Number of lines with "Semarang" in the listing: report it, and nothing else.
++++
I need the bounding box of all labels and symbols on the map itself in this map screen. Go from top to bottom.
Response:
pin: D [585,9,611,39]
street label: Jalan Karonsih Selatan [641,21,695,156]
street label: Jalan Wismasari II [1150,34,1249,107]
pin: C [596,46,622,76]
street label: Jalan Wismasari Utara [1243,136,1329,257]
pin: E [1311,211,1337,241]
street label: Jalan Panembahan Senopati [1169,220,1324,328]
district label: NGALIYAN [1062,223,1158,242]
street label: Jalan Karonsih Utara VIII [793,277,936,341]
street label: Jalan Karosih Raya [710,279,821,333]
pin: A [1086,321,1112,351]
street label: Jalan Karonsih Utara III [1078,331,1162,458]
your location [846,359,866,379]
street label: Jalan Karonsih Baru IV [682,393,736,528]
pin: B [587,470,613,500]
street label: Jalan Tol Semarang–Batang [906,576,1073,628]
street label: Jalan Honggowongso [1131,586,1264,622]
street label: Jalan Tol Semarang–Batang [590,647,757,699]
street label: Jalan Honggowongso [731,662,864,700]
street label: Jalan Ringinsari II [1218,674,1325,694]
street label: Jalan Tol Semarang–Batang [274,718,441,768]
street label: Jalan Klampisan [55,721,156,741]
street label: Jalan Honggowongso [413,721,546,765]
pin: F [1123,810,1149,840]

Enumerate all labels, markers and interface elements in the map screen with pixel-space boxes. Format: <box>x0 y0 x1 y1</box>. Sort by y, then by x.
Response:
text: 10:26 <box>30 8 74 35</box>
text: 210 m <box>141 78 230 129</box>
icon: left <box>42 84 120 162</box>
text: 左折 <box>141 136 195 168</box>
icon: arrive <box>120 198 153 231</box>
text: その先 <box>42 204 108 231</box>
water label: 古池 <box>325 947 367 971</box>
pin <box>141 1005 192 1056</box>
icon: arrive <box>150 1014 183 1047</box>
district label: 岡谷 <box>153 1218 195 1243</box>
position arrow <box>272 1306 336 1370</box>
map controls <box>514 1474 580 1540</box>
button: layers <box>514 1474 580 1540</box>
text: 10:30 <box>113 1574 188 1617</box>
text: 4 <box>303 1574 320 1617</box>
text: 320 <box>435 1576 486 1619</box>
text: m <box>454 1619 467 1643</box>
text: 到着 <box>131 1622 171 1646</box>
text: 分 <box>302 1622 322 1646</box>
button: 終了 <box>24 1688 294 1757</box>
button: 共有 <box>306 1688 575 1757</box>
++++
Answer box = 3